In valuing projects the number of jobs to be created is a very frequently used metric. However, over the last quarter of a century we have seen that when the economy is working well, we operate close to full employment. In those circumstances, there may be no net new job creation where there is no slack, or else the new employees have to be attracted in from abroad. Those new workers in turn will need to be housed.

So for Dublin, the value appraisal methodology only counts for 10 per cent of additional jobs as adding net value, and it factors in the extra congestion costs. In the Border Midlands and Western (BMW) region, where congestion and housing issues are much less acute, the methodology assumes that 20 per cent of additional jobs add net value.

Public funds

Another important parameter is the cost of the public funds needed to finance a project. While the cash cost of the children’s hospital is heading for €2 billion, a hidden cost is the effect on the economy’s output of raising the revenue to pay for it. Other things being equal, higher taxes on income discourage work, and a knock-on effect can be lower participation in the workforce and lower national output than would otherwise be achieved.
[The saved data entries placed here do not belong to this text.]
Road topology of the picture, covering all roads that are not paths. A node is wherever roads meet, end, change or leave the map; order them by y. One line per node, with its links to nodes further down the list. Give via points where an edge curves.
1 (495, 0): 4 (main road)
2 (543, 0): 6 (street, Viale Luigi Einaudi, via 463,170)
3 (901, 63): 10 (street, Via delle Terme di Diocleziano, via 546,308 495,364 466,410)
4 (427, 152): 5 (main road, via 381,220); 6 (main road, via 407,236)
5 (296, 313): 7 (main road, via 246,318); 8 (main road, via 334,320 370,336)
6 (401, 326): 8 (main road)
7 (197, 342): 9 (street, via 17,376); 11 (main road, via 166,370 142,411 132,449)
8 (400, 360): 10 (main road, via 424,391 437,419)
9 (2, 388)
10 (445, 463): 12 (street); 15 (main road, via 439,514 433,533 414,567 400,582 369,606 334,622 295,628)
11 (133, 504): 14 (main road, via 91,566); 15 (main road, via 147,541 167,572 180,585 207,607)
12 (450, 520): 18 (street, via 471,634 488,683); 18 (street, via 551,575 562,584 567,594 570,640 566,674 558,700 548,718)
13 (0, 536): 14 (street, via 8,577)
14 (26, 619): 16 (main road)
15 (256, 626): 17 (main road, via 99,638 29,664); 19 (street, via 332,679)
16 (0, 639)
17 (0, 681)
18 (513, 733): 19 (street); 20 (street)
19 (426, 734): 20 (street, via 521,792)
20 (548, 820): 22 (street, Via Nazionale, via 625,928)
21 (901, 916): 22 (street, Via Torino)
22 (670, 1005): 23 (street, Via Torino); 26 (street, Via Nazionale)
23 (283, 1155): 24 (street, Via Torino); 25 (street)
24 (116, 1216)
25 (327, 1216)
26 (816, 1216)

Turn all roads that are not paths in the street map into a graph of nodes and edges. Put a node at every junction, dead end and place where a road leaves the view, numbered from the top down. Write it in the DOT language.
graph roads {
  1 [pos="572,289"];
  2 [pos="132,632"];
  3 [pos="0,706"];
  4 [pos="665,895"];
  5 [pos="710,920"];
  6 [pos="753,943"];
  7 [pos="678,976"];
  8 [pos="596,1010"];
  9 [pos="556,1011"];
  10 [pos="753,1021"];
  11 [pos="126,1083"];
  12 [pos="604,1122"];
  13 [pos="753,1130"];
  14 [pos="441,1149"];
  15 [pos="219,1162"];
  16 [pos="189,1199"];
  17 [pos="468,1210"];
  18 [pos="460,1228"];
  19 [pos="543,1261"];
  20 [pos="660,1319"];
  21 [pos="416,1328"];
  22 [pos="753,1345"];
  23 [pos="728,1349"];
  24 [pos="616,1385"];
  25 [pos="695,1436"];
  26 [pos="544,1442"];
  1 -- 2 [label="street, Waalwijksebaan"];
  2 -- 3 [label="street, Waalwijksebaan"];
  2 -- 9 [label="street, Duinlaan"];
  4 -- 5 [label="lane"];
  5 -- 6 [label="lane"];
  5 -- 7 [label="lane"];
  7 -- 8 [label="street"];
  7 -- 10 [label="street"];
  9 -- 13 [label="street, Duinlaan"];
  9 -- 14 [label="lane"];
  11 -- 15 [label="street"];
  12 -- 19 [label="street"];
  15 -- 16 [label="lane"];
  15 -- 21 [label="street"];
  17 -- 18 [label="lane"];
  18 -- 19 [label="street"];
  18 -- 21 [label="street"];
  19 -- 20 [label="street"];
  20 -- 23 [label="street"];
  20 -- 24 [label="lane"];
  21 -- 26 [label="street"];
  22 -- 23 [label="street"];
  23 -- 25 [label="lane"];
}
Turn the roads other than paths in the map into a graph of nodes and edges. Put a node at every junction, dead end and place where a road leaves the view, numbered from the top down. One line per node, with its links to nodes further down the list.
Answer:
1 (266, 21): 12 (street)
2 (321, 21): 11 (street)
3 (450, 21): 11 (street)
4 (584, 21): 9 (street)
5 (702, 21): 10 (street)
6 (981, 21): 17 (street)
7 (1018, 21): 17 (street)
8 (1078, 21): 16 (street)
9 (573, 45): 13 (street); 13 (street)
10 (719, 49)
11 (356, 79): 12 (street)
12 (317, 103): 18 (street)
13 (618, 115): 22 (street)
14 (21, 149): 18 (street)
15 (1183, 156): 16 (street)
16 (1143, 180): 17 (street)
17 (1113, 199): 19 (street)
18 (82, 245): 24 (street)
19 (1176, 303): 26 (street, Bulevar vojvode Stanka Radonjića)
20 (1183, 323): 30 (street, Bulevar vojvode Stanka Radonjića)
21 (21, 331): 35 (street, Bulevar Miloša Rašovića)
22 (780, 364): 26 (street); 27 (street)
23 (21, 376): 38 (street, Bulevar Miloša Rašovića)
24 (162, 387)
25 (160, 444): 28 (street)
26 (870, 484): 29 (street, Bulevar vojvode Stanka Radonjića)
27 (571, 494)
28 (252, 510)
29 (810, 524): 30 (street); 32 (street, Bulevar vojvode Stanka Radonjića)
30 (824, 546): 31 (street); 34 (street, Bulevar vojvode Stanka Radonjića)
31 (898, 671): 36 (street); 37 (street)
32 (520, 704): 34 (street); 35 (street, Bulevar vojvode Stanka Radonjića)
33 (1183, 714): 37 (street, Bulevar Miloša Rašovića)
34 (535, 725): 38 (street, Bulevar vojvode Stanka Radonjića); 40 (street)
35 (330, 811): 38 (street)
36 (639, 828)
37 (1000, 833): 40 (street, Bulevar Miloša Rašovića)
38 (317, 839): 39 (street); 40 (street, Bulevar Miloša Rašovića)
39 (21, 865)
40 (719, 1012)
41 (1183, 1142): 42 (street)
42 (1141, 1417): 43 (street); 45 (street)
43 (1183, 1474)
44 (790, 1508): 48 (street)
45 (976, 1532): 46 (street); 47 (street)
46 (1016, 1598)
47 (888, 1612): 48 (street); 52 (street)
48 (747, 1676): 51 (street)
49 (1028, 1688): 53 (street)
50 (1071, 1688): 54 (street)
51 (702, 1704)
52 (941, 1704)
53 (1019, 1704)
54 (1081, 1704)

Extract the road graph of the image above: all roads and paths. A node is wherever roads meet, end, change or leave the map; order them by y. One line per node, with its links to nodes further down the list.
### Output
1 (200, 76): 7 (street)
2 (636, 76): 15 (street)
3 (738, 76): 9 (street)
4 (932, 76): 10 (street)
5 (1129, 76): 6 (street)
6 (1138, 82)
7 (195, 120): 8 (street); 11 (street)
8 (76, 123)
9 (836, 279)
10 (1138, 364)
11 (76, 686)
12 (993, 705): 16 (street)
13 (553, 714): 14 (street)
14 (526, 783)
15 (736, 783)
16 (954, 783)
While the sophisticated methodology for assessing the value of public investment projects is now widely applied, this does not guarantee that final costs will reflect initial estimates, the children’s hospital being a clear example. However, across the huge range of projects undertaken by the State, undoubtedly this appraisal system is helping to deliver more sensible decision-making.

As a democracy it is open to governments to undertake projects like rural broadband that may offer poor value for money – where politicians see other benefits, for example to rural society, that may tip the balance.

However, when the value-for-money calculations are out in the open, the public can see what gives poor value for money. That welcome transparency may encourage better decision-making in the future.